Started by Iainabout 22 years ago2 messagesdocs
Jump to latest
#1Iain
iain@mst.co.jp

Hi All,

I recently had a sight problem with a development database because I used
the default encoding of SQL_ASCII. When I tried to load the database into a
EUC_JP database of course there were some problems with invlaid EUC_JP
characters. Fortunately they were easy to find and fix.

Anyway, my search on "encoding" or "multibyte" showed up nothing in the 7.4
documentation. Eventually I found a page written by Tatsuo Ishii in the 7.2
documentation.

I think that it's an important area, and is a potential trap for new players
so I'd like to see the documentation updated.

The following came out of a discussion with Tom Lane. I submitted it as
comment in the interactive documentation. I think it would be a good idea to
check the details and update the doc:
------
The default encoding SQL_ASCII effectively disables any encoding conversion.
This means that your db will accept any kind of data. It's a potential
problem as you may end up wth different kinds of encoding being used in both
your data and metadata.

It would seem that unless you specifically require to store data in various
encodings then you should select a specific encoding when creating a new
database. Use initdb -E to set the default for all new DBs. This can be
overridden when using creating a new DB
------

Also, the documentation for installation (chapter 14), creating database
clusters (16.2) and creating databases (18.2) doesn't mention encoding at
all. Maybe they should. Also 16.2 should link to the documention for initdb
(Server Applications, section III).

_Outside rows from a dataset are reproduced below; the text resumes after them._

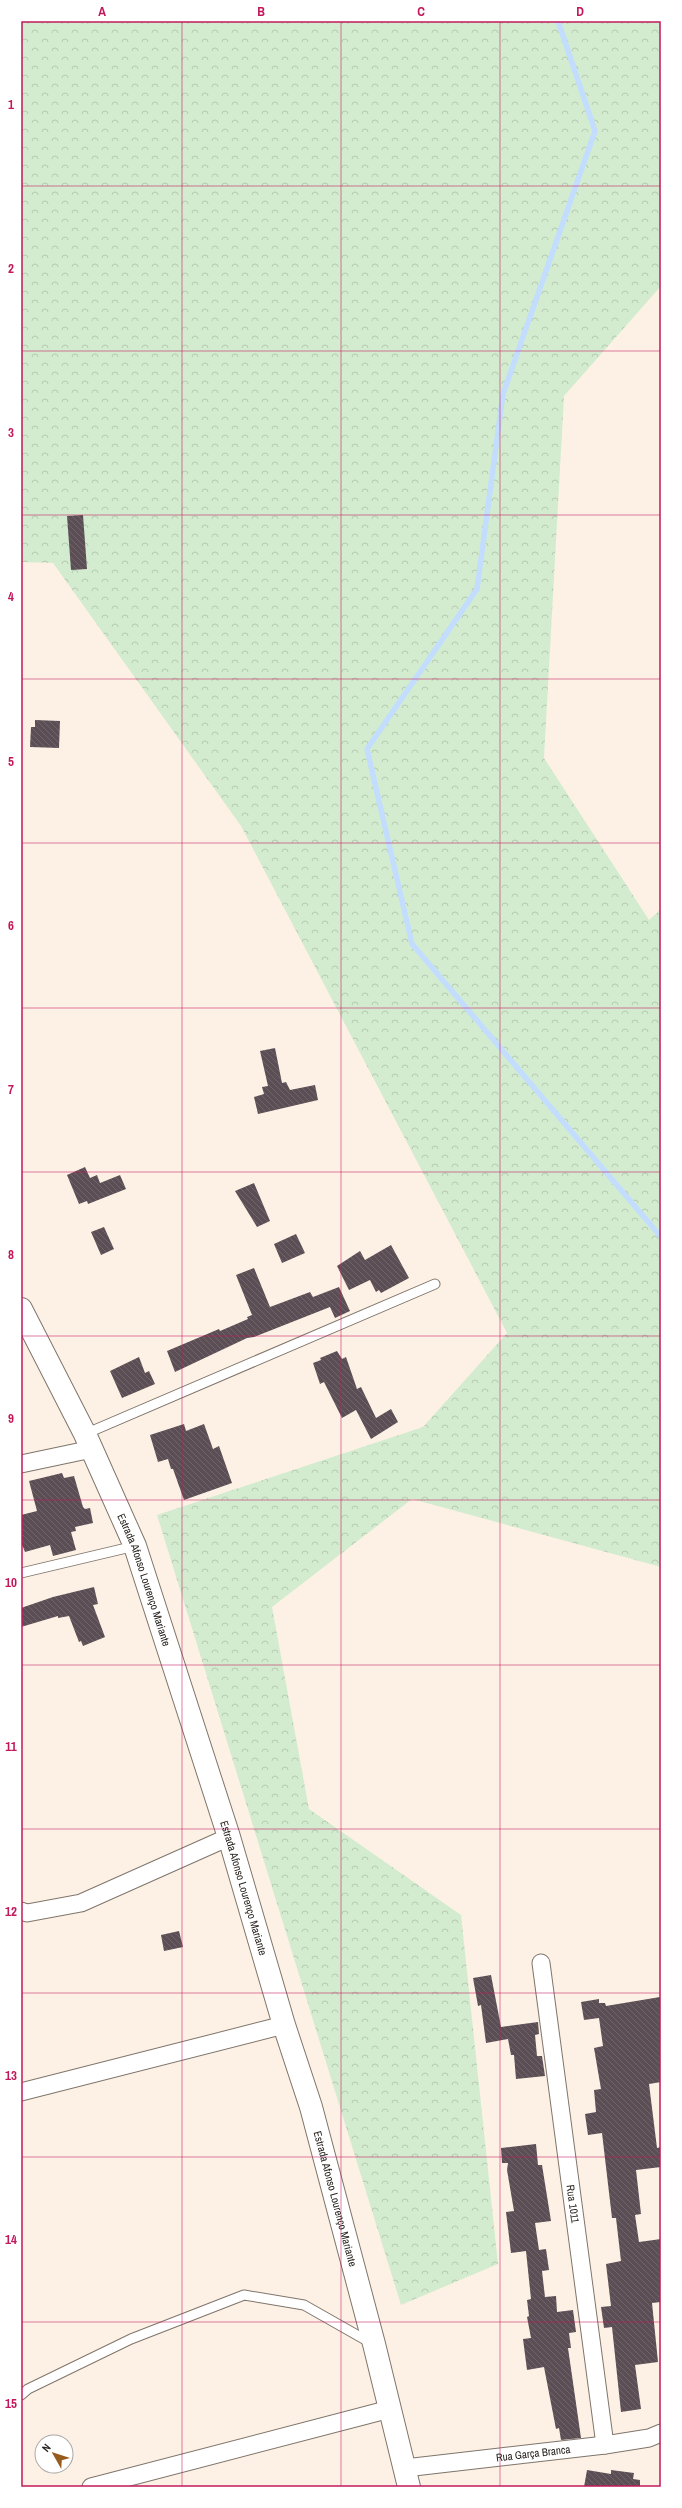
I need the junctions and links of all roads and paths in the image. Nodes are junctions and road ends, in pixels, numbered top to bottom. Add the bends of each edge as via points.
1 (436, 1284) dead end
2 (22, 1313) edge
3 (88, 1442) junction
4 (21, 1464) edge
5 (135, 1546) junction
6 (21, 1573) edge
7 (229, 1837) junction
8 (21, 1911) edge
9 (541, 1963) dead end
10 (284, 2025) junction
11 (21, 2092) edge
12 (374, 2344) junction
13 (21, 2396) edge
14 (390, 2409) junction
15 (661, 2433) edge
16 (605, 2445) junction
17 (405, 2482) edge
18 (91, 2487) edge

1 - 3 lane
2 - 3 main road, Estrada Afonso Lourenço Mariante
3 - 4 street
3 - 5 main road, Estrada Afonso Lourenço Mariante
5 - 6 lane
5 - 7 main road, Estrada Afonso Lourenço Mariante
7 - 8 street via 81,1903 26,1913
7 - 10 main road, Estrada Afonso Lourenço Mariante
9 - 16 street, Rua 1011
10 - 11 street
10 - 12 main road, Estrada Afonso Lourenço Mariante via 311,2107
12 - 13 lane via 304,2305 244,2295 131,2339 28,2389
12 - 14 main road, Estrada Afonso Lourenço Mariante
14 - 17 main road, Estrada Afonso Lourenço Mariante
14 - 18 street
15 - 16 street, Rua Garça Branca via 649,2438
16 - 17 street, Rua Garça Branca

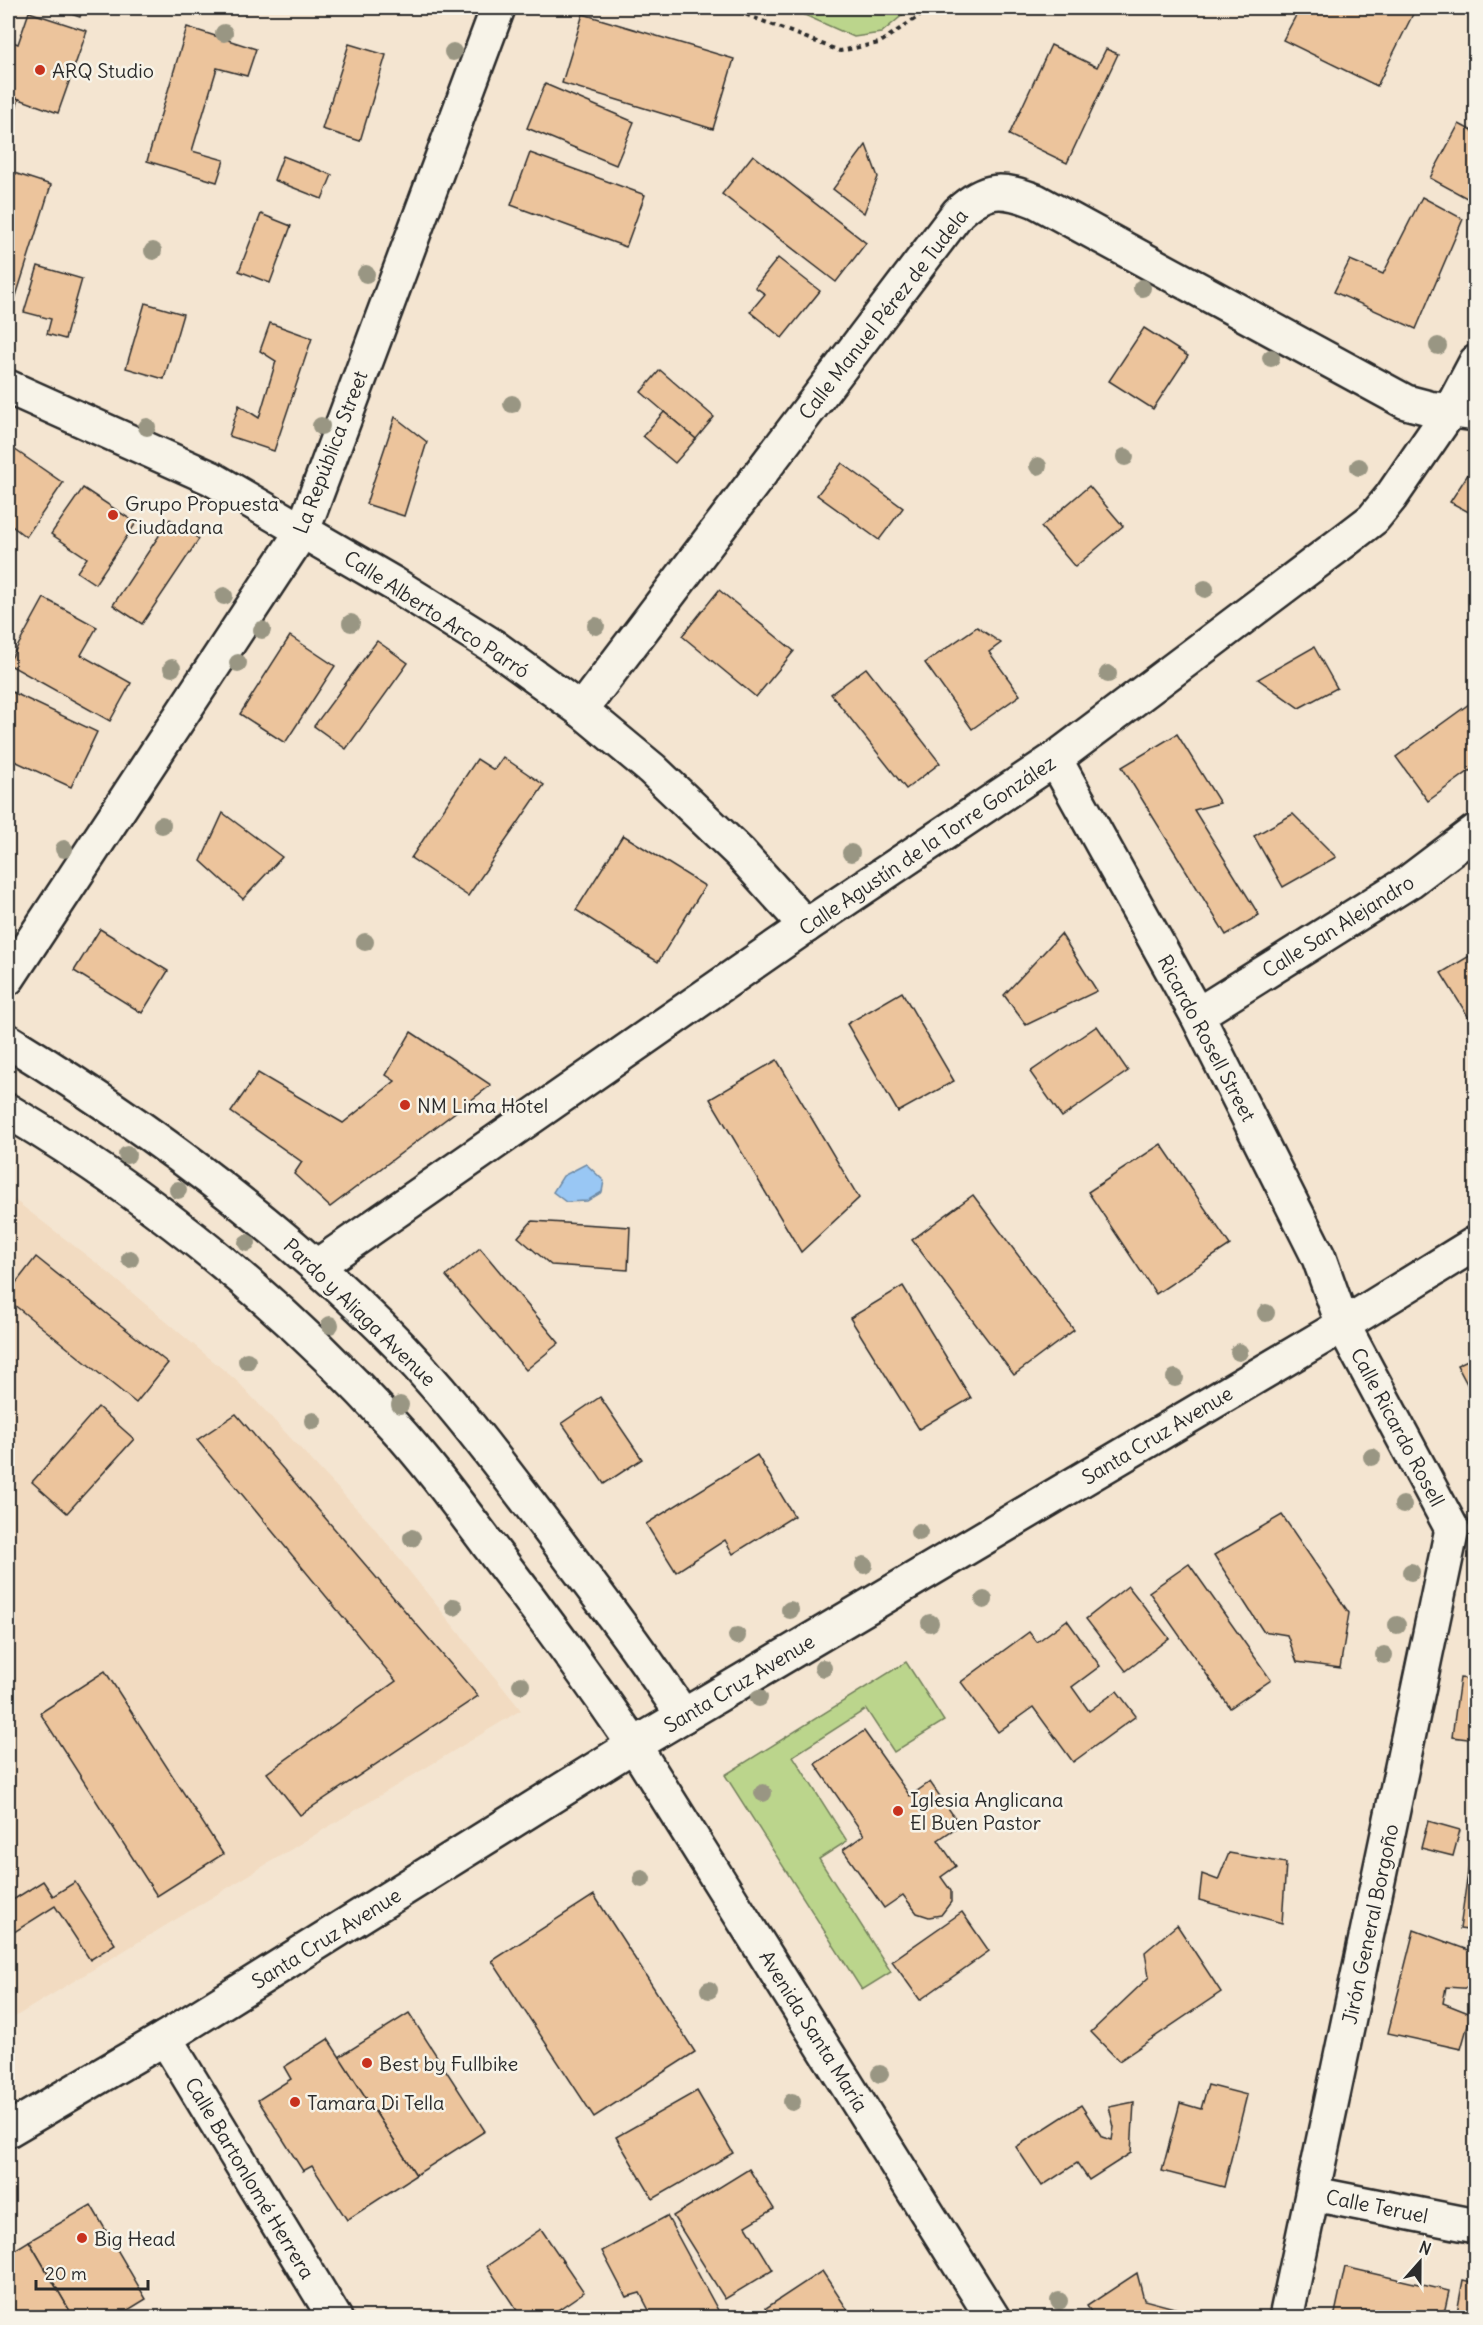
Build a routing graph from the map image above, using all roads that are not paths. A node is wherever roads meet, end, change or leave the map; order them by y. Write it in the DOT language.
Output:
graph roads {
  1 [pos="498,8"];
  2 [pos="1476,362"];
  3 [pos="8,387"];
  4 [pos="1463,412"];
  5 [pos="303,530"];
  6 [pos="581,710"];
  7 [pos="1055,759"];
  8 [pos="1476,831"];
  9 [pos="806,926"];
  10 [pos="8,978"];
  11 [pos="1197,1015"];
  12 [pos="8,1041"];
  13 [pos="8,1111"];
  14 [pos="1476,1243"];
  15 [pos="317,1266"];
  16 [pos="1343,1325"];
  17 [pos="1464,1532"];
  18 [pos="683,1716"];
  19 [pos="634,1745"];
  20 [pos="165,2038"];
  21 [pos="8,2130"];
  22 [pos="1314,2194"];
  23 [pos="1476,2226"];
  24 [pos="335,2318"];
  25 [pos="993,2318"];
  26 [pos="1286,2318"];
  1 -- 5 [label="street, La República Street"];
  2 -- 4 [label="street, Calle Agustín de la Torre González"];
  3 -- 5 [label="street, Calle Alberto Arco Parró"];
  4 -- 6 [label="street, Calle Manuel Pérez de Tudela"];
  4 -- 7 [label="street, Calle Agustín de la Torre González"];
  5 -- 6 [label="street, Calle Alberto Arco Parró"];
  5 -- 10 [label="street, La República Street"];
  6 -- 9 [label="street, Calle Alberto Arco Parró"];
  7 -- 9 [label="street, Calle Agustín de la Torre González"];
  7 -- 11 [label="street, Ricardo Rosell Street"];
  8 -- 11 [label="street, Calle San Alejandro"];
  9 -- 15 [label="street, Calle Agustín de la Torre González"];
  11 -- 16 [label="street, Ricardo Rosell Street"];
  12 -- 15 [label="street, Pardo y Aliaga Avenue"];
  13 -- 19 [label="street"];
  14 -- 16 [label="street, Santa Cruz Avenue"];
  15 -- 18 [label="street, Pardo y Aliaga Avenue"];
  16 -- 17 [label="street, Calle Ricardo Rosell"];
  16 -- 18 [label="street, Santa Cruz Avenue"];
  17 -- 22 [label="street, Jirón General Borgoño"];
  18 -- 19 [label="street, Santa Cruz Avenue"];
  19 -- 20 [label="street, Santa Cruz Avenue"];
  19 -- 25 [label="street, Avenida Santa María"];
  20 -- 21 [label="street, Santa Cruz Avenue"];
  20 -- 24 [label="street, Calle Bartonlomé Herrera"];
  22 -- 23 [label="street, Calle Teruel"];
  22 -- 26 [label="street, Jirón General Borgoño"];
}
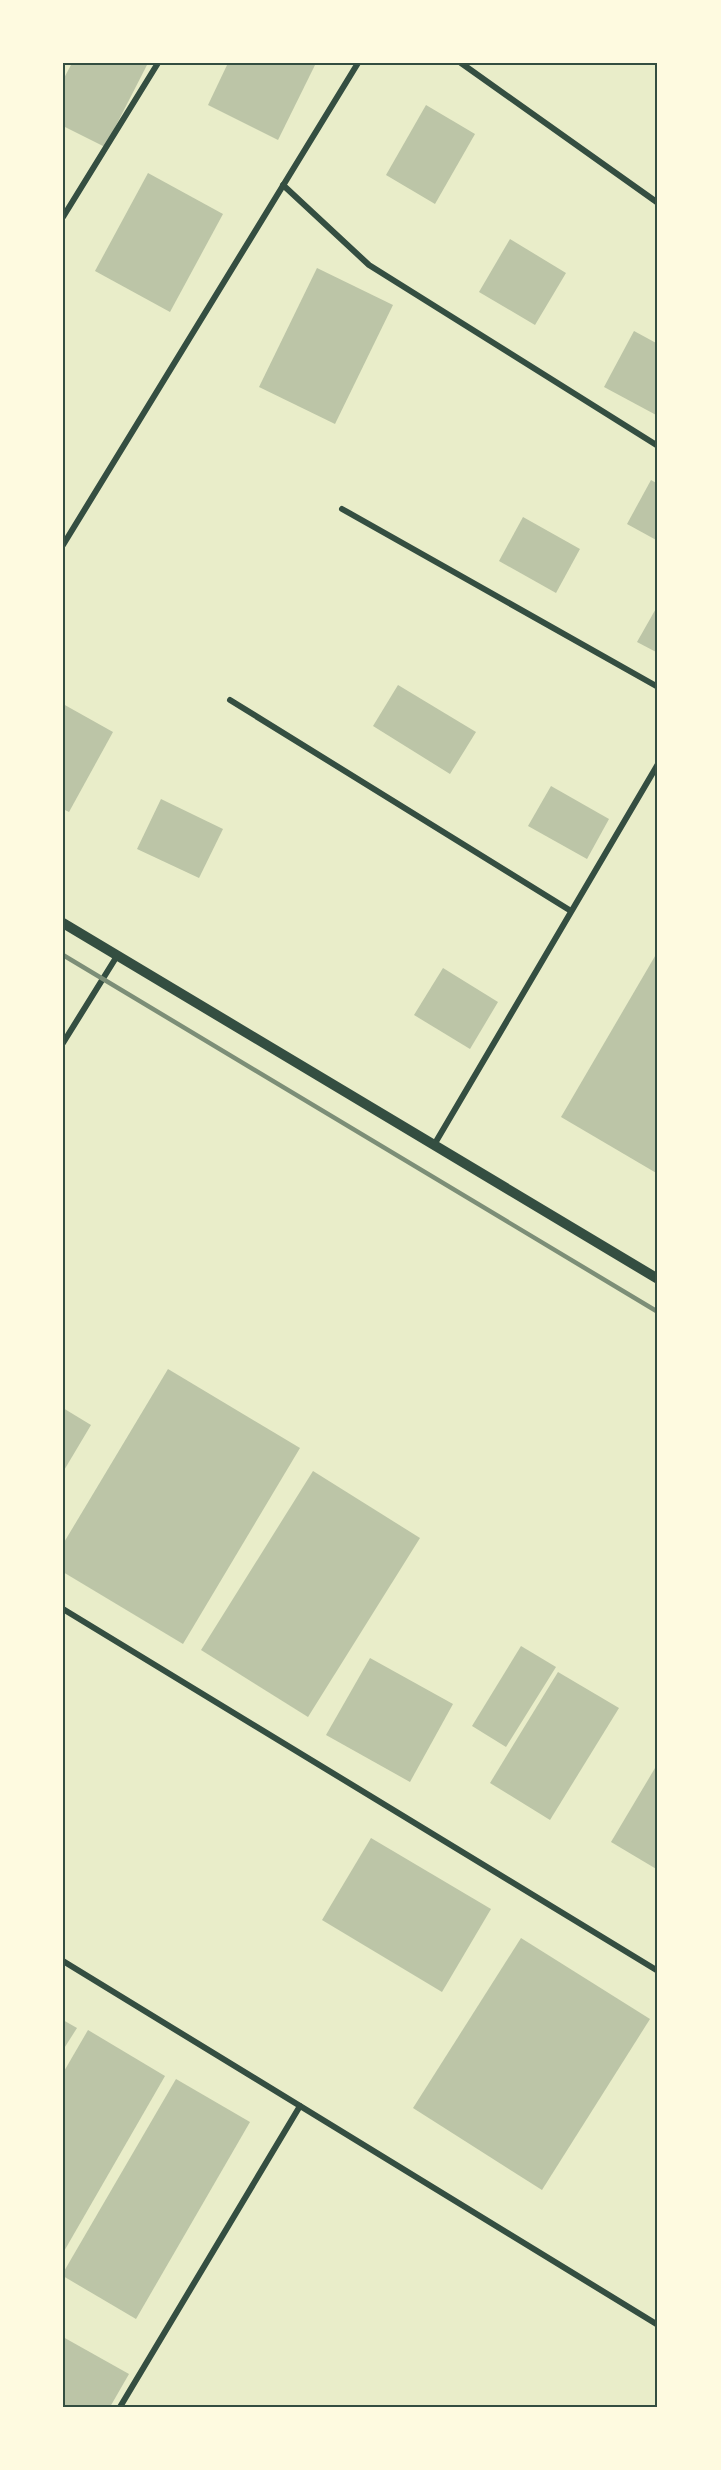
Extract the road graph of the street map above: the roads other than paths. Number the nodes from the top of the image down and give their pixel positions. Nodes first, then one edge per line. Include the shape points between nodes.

I think that wuld be a good idea.

regards
Iain

#2Iain
iain@mst.co.jp
In reply to: Iain (#1)
Re: Encoding and multibye support

Actually I should say that I eventually found the section in chapter 20
(localization) of the 7.4 docs, but I'd like to see this page being linked
to from the areas I mentioned, and maybe making it easier to find by
searching on words like "encode" "encoding" etc.

Regards
Iain